| AIM OF THE EXERCISE |
From the first line to the last, give the records again exactly.

'''

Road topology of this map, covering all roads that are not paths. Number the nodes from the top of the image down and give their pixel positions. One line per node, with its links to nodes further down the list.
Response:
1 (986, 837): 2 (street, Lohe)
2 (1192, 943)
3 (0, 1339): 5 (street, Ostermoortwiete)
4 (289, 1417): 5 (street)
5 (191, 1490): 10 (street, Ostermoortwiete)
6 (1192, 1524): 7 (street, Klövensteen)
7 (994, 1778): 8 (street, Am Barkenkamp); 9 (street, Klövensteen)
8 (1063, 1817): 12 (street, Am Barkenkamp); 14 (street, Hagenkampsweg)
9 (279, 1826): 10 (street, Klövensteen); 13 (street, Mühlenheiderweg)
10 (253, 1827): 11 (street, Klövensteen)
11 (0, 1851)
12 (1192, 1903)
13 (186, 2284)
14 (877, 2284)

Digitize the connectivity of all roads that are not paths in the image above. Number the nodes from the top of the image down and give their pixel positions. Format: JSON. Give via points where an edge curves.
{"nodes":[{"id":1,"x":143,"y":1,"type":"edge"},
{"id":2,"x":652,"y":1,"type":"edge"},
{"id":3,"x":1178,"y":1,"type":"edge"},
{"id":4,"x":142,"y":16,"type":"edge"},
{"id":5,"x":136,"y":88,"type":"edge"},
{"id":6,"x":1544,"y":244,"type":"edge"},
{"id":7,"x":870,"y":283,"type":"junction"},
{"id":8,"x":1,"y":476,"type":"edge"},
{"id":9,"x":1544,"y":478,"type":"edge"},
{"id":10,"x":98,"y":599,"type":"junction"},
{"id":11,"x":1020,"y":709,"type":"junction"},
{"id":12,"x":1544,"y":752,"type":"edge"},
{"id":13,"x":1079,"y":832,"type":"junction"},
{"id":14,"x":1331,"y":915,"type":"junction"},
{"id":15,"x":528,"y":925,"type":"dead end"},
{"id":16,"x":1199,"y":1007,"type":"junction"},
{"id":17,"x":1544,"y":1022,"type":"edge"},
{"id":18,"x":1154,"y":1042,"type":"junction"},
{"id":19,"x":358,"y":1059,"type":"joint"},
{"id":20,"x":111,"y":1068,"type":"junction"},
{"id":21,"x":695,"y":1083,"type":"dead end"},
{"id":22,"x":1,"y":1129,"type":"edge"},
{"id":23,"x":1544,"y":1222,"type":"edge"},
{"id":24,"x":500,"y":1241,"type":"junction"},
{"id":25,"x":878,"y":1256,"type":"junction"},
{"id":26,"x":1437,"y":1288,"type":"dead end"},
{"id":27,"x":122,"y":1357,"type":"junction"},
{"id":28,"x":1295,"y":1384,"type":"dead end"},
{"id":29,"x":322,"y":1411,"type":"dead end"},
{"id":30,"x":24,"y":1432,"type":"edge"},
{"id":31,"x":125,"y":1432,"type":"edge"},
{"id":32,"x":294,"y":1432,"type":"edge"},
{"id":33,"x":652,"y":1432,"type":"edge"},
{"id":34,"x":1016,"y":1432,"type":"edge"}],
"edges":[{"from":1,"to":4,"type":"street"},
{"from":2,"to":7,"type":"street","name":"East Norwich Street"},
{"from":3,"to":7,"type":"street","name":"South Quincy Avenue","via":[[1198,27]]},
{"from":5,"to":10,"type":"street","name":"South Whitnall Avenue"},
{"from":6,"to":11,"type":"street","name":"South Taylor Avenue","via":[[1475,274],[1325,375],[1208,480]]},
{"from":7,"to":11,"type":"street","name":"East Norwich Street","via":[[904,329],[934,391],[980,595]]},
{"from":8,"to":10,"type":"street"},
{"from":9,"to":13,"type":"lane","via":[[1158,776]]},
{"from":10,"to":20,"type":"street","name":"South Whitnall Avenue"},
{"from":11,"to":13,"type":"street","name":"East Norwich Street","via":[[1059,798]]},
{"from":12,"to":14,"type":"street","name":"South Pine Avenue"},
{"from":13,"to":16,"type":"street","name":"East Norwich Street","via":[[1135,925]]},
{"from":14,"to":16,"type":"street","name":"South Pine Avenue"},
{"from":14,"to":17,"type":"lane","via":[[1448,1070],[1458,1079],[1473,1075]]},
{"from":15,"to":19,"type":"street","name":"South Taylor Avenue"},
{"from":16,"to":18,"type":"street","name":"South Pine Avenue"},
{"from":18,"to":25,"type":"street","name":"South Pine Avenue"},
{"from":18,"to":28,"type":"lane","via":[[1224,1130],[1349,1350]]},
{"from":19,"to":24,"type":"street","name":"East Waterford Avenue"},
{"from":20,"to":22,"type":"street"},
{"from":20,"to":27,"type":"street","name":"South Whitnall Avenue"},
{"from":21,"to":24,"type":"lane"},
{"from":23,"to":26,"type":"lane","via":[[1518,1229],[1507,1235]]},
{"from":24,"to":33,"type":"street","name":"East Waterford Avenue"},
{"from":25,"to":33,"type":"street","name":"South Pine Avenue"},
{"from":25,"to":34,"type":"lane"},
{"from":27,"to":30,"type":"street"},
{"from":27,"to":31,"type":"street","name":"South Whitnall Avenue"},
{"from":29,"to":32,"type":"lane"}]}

'''

| OUTPUT BELOW |
Road topology of this map, covering all roads that are not paths. Number the nodes from the top of the image down and give their pixel positions. One line per node, with its links to nodes further down the list.
Response:
1 (986, 837): 2 (street, Lohe)
2 (1192, 943)
3 (0, 1339): 5 (street, Ostermoortwiete)
4 (289, 1417): 5 (street)
5 (191, 1490): 10 (street, Ostermoortwiete)
6 (1192, 1524): 7 (street, Klövensteen)
7 (994, 1778): 8 (street, Am Barkenkamp); 9 (street, Klövensteen)
8 (1063, 1817): 12 (street, Am Barkenkamp); 14 (street, Hagenkampsweg)
9 (279, 1826): 10 (street, Klövensteen); 13 (street, Mühlenheiderweg)
10 (253, 1827): 11 (street, Klövensteen)
11 (0, 1851)
12 (1192, 1903)
13 (186, 2284)
14 (877, 2284)

Digitize the connectivity of all roads that are not paths in the image above. Number the nodes from the top of the image down and give their pixel positions. Format: JSON. Give via points where an edge curves.
{"nodes":[{"id":1,"x":143,"y":1,"type":"edge"},
{"id":2,"x":652,"y":1,"type":"edge"},
{"id":3,"x":1178,"y":1,"type":"edge"},
{"id":4,"x":142,"y":16,"type":"edge"},
{"id":5,"x":136,"y":88,"type":"edge"},
{"id":6,"x":1544,"y":244,"type":"edge"},
{"id":7,"x":870,"y":283,"type":"junction"},
{"id":8,"x":1,"y":476,"type":"edge"},
{"id":9,"x":1544,"y":478,"type":"edge"},
{"id":10,"x":98,"y":599,"type":"junction"},
{"id":11,"x":1020,"y":709,"type":"junction"},
{"id":12,"x":1544,"y":752,"type":"edge"},
{"id":13,"x":1079,"y":832,"type":"junction"},
{"id":14,"x":1331,"y":915,"type":"junction"},
{"id":15,"x":528,"y":925,"type":"dead end"},
{"id":16,"x":1199,"y":1007,"type":"junction"},
{"id":17,"x":1544,"y":1022,"type":"edge"},
{"id":18,"x":1154,"y":1042,"type":"junction"},
{"id":19,"x":358,"y":1059,"type":"joint"},
{"id":20,"x":111,"y":1068,"type":"junction"},
{"id":21,"x":695,"y":1083,"type":"dead end"},
{"id":22,"x":1,"y":1129,"type":"edge"},
{"id":23,"x":1544,"y":1222,"type":"edge"},
{"id":24,"x":500,"y":1241,"type":"junction"},
{"id":25,"x":878,"y":1256,"type":"junction"},
{"id":26,"x":1437,"y":1288,"type":"dead end"},
{"id":27,"x":122,"y":1357,"type":"junction"},
{"id":28,"x":1295,"y":1384,"type":"dead end"},
{"id":29,"x":322,"y":1411,"type":"dead end"},
{"id":30,"x":24,"y":1432,"type":"edge"},
{"id":31,"x":125,"y":1432,"type":"edge"},
{"id":32,"x":294,"y":1432,"type":"edge"},
{"id":33,"x":652,"y":1432,"type":"edge"},
{"id":34,"x":1016,"y":1432,"type":"edge"}],
"edges":[{"from":1,"to":4,"type":"street"},
{"from":2,"to":7,"type":"street","name":"East Norwich Street"},
{"from":3,"to":7,"type":"street","name":"South Quincy Avenue","via":[[1198,27]]},
{"from":5,"to":10,"type":"street","name":"South Whitnall Avenue"},
{"from":6,"to":11,"type":"street","name":"South Taylor Avenue","via":[[1475,274],[1325,375],[1208,480]]},
{"from":7,"to":11,"type":"street","name":"East Norwich Street","via":[[904,329],[934,391],[980,595]]},
{"from":8,"to":10,"type":"street"},
{"from":9,"to":13,"type":"lane","via":[[1158,776]]},
{"from":10,"to":20,"type":"street","name":"South Whitnall Avenue"},
{"from":11,"to":13,"type":"street","name":"East Norwich Street","via":[[1059,798]]},
{"from":12,"to":14,"type":"street","name":"South Pine Avenue"},
{"from":13,"to":16,"type":"street","name":"East Norwich Street","via":[[1135,925]]},
{"from":14,"to":16,"type":"street","name":"South Pine Avenue"},
{"from":14,"to":17,"type":"lane","via":[[1448,1070],[1458,1079],[1473,1075]]},
{"from":15,"to":19,"type":"street","name":"South Taylor Avenue"},
{"from":16,"to":18,"type":"street","name":"South Pine Avenue"},
{"from":18,"to":25,"type":"street","name":"South Pine Avenue"},
{"from":18,"to":28,"type":"lane","via":[[1224,1130],[1349,1350]]},
{"from":19,"to":24,"type":"street","name":"East Waterford Avenue"},
{"from":20,"to":22,"type":"street"},
{"from":20,"to":27,"type":"street","name":"South Whitnall Avenue"},
{"from":21,"to":24,"type":"lane"},
{"from":23,"to":26,"type":"lane","via":[[1518,1229],[1507,1235]]},
{"from":24,"to":33,"type":"street","name":"East Waterford Avenue"},
{"from":25,"to":33,"type":"street","name":"South Pine Avenue"},
{"from":25,"to":34,"type":"lane"},
{"from":27,"to":30,"type":"street"},
{"from":27,"to":31,"type":"street","name":"South Whitnall Avenue"},
{"from":29,"to":32,"type":"lane"}]}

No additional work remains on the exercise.